━━━━━ RECORDS SHOWN

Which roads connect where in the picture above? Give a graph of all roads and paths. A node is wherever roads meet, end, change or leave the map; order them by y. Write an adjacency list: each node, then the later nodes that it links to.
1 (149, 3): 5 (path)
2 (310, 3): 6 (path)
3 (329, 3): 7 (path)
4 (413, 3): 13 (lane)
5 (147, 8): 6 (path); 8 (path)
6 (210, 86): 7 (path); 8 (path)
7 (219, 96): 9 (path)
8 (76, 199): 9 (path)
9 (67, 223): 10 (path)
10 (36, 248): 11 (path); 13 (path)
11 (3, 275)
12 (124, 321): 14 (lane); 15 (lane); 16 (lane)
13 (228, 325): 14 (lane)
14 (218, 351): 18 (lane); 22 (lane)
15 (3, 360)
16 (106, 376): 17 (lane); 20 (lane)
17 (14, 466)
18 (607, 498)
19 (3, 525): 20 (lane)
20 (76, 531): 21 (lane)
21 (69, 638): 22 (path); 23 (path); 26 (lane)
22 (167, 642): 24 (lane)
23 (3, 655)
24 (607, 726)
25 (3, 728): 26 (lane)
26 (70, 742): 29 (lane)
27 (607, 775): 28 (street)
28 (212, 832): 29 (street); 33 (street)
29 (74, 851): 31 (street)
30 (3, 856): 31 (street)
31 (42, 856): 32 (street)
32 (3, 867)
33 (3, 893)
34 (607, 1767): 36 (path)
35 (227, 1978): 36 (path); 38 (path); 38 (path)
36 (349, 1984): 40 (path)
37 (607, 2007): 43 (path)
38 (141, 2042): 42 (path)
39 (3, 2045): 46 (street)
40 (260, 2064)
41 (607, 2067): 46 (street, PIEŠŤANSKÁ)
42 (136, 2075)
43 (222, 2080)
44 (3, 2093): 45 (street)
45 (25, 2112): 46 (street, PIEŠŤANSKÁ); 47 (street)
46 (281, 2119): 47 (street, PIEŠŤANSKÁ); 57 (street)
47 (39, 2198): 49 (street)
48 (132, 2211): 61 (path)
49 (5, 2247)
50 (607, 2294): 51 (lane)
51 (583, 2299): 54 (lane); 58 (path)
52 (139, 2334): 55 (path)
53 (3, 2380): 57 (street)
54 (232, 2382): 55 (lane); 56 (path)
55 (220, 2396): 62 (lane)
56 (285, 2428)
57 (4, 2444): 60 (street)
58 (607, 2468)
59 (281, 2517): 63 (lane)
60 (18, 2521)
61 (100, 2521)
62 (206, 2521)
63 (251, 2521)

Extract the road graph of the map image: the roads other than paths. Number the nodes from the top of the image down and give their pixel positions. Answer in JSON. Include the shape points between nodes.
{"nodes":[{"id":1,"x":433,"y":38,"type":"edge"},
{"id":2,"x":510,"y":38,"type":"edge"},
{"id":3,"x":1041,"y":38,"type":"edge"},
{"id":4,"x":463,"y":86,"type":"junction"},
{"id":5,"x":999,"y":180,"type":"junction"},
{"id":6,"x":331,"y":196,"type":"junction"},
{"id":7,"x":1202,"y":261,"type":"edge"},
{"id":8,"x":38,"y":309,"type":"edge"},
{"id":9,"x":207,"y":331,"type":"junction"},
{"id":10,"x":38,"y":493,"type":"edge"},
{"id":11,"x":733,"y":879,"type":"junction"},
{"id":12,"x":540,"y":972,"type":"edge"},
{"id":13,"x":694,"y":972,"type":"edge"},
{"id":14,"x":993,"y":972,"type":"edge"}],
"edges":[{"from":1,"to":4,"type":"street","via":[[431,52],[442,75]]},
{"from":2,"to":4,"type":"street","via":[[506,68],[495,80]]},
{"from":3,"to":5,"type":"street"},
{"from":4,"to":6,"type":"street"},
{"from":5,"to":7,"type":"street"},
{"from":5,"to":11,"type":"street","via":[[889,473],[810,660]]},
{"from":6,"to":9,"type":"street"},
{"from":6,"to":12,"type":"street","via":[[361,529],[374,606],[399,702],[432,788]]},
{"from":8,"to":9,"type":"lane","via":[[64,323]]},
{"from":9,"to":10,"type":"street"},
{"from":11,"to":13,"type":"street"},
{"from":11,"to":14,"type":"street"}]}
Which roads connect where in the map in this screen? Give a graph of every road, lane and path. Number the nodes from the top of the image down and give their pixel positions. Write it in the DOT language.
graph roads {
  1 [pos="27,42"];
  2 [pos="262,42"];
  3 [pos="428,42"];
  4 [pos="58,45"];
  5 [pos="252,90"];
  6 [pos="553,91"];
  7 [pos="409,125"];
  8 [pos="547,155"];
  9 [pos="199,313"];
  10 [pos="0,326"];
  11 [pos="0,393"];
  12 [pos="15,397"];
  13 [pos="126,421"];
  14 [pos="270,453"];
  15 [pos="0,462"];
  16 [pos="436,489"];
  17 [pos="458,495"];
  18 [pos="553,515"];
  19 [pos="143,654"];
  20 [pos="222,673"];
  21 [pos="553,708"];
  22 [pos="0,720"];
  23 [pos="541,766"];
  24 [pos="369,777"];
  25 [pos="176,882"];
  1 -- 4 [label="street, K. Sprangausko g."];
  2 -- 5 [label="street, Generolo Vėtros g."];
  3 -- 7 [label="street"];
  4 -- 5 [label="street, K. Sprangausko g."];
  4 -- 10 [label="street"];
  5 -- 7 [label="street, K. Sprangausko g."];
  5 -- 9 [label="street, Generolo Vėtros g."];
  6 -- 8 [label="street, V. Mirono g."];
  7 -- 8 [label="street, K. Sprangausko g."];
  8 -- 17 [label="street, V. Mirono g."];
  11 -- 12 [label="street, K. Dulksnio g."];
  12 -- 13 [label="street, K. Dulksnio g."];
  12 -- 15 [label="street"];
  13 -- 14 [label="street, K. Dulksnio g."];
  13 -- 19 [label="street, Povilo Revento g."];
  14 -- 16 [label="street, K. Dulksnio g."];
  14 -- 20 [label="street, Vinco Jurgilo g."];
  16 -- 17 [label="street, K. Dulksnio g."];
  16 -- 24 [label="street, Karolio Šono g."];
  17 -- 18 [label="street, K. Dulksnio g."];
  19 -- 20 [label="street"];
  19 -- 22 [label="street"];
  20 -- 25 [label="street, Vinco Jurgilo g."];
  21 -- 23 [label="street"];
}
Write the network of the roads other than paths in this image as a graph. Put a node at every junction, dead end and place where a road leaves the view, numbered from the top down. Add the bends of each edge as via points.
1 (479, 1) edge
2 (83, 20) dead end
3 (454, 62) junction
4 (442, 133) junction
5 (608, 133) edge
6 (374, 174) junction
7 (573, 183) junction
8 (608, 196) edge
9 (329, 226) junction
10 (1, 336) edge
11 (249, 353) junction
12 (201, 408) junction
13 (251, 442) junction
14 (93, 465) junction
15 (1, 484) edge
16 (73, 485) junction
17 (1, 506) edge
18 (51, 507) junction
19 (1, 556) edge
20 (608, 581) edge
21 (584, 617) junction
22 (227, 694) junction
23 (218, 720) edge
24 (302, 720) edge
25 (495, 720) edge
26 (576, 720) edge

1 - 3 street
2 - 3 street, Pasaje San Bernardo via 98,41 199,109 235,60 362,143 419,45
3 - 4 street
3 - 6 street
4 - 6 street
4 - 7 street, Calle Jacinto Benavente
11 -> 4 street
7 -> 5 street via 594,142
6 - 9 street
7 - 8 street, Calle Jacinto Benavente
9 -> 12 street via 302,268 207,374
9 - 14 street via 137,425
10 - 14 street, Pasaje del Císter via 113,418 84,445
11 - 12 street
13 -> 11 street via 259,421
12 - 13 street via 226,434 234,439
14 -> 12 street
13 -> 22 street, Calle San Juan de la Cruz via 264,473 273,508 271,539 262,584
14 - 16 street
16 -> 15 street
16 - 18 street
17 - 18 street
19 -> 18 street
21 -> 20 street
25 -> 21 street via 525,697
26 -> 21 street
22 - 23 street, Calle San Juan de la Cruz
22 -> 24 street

━━━━━━━━━━

== DIRECTIONS FOR THIS TASK ==
Among the lines of the data, some may contain the string "Juan"; report how many, and nothing more.

== SOLUTION TO THIS PROBLEM ==
2